**Your task**
In the data below, find every line with the word "Filtrowa" and copy it out.

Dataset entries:
********************

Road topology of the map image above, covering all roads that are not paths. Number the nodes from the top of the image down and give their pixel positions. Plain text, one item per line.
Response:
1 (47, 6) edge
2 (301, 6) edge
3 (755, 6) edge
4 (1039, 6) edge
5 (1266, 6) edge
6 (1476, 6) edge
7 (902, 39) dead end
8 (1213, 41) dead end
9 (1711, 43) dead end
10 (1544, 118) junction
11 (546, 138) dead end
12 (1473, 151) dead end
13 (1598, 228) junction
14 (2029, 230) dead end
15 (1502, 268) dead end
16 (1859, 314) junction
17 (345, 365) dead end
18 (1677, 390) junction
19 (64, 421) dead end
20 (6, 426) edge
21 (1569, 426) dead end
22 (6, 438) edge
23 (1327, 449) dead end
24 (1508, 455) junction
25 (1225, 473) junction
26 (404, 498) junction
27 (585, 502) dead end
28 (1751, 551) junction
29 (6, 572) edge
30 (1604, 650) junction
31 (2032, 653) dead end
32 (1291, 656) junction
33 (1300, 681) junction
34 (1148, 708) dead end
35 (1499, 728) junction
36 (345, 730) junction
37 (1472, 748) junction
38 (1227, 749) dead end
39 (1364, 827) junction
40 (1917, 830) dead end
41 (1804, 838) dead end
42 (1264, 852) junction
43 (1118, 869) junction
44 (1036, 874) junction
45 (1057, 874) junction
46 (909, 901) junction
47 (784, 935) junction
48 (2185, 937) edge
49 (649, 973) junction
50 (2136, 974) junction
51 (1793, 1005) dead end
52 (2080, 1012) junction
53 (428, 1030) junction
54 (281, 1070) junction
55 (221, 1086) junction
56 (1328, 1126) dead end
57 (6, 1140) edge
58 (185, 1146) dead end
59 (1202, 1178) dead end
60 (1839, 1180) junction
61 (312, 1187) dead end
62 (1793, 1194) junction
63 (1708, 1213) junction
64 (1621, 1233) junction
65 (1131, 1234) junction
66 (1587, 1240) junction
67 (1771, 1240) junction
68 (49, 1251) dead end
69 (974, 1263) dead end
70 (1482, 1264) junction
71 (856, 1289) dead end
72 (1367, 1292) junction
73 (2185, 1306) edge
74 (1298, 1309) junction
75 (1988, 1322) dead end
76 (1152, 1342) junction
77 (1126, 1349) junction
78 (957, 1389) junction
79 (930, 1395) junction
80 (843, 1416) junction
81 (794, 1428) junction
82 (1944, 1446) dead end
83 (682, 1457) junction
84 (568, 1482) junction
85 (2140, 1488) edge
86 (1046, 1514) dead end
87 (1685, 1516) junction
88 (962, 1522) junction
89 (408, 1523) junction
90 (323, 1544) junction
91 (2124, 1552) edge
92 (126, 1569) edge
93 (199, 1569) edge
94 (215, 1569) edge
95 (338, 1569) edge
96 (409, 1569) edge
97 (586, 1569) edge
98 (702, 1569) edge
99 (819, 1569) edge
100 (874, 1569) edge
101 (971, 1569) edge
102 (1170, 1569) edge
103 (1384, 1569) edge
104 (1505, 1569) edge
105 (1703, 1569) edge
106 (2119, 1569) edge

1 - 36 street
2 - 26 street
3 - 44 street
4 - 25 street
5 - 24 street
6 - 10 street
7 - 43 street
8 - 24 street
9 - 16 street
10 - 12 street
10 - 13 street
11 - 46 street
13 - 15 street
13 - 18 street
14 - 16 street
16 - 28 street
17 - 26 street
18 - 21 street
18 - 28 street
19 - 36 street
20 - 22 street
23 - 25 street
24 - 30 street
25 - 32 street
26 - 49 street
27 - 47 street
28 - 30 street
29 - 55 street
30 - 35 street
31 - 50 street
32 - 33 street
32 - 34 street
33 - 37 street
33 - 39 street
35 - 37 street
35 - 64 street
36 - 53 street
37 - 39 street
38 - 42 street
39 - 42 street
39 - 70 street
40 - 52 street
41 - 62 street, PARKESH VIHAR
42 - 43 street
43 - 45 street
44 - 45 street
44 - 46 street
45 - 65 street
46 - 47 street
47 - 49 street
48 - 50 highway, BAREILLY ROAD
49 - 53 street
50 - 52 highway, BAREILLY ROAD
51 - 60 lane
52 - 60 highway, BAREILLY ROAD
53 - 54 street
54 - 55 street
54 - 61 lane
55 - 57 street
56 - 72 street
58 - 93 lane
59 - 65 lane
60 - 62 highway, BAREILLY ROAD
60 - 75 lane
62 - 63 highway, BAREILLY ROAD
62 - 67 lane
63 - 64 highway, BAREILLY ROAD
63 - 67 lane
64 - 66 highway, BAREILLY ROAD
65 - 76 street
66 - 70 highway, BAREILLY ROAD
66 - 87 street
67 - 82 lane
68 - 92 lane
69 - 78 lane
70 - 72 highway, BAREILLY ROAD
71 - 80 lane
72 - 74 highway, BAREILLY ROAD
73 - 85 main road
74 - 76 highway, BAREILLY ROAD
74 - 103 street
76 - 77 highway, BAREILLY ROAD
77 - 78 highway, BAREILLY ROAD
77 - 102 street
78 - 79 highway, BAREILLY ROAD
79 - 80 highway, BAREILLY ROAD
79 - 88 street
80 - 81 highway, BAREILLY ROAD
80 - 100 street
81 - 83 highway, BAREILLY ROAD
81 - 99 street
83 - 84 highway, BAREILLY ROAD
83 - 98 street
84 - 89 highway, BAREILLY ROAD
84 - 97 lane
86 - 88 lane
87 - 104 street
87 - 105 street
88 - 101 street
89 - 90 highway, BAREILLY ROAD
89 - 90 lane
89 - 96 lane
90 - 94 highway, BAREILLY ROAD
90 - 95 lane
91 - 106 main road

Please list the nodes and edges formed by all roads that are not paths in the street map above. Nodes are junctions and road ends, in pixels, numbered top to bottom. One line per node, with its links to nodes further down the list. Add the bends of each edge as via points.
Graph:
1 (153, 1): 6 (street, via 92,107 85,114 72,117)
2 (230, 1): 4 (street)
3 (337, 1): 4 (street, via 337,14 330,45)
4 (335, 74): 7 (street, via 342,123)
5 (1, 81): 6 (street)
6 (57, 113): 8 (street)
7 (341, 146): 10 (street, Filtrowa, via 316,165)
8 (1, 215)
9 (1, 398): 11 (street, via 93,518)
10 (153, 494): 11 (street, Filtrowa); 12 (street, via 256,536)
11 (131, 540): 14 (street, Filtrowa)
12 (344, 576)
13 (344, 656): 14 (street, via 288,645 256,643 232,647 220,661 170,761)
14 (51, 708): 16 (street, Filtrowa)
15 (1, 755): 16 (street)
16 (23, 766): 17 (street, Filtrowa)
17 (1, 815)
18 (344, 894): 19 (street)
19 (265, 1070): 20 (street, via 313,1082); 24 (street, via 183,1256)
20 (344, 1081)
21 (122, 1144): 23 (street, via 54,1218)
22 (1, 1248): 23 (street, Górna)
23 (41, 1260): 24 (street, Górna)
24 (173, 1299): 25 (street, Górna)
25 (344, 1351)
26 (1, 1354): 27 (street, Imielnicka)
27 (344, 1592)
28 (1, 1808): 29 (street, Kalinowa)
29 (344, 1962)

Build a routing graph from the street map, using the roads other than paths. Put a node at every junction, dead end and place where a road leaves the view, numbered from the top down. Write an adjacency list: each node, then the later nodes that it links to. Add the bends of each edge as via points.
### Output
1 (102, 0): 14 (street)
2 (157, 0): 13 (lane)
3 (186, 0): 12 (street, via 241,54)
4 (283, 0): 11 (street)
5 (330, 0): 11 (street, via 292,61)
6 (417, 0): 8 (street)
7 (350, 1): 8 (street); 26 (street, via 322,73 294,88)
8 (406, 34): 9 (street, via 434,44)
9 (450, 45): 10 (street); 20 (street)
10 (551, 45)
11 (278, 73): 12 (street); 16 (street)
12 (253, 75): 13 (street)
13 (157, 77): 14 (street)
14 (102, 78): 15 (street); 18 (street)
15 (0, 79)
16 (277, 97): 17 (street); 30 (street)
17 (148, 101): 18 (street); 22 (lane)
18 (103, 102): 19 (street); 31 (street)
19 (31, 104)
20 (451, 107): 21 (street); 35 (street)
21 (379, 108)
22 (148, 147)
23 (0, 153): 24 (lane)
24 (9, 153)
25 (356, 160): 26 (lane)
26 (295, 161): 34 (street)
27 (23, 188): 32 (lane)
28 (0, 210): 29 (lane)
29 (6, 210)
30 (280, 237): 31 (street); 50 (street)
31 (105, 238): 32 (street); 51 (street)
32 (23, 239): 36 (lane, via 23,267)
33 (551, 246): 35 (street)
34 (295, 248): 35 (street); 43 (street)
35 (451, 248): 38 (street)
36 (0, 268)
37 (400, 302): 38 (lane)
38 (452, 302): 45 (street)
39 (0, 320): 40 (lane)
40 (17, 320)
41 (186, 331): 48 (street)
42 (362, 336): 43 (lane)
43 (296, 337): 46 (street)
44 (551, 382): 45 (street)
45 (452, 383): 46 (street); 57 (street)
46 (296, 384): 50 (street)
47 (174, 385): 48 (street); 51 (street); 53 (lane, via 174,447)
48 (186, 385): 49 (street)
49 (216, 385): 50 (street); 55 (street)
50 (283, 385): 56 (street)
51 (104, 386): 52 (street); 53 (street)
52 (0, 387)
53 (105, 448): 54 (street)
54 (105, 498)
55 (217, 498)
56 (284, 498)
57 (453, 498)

********************

**Reply to the exercise**
7 (341, 146): 10 (street, Filtrowa, via 316,165)
10 (153, 494): 11 (street, Filtrowa); 12 (street, via 256,536)
11 (131, 540): 14 (street, Filtrowa)
14 (51, 708): 16 (street, Filtrowa)
16 (23, 766): 17 (street, Filtrowa)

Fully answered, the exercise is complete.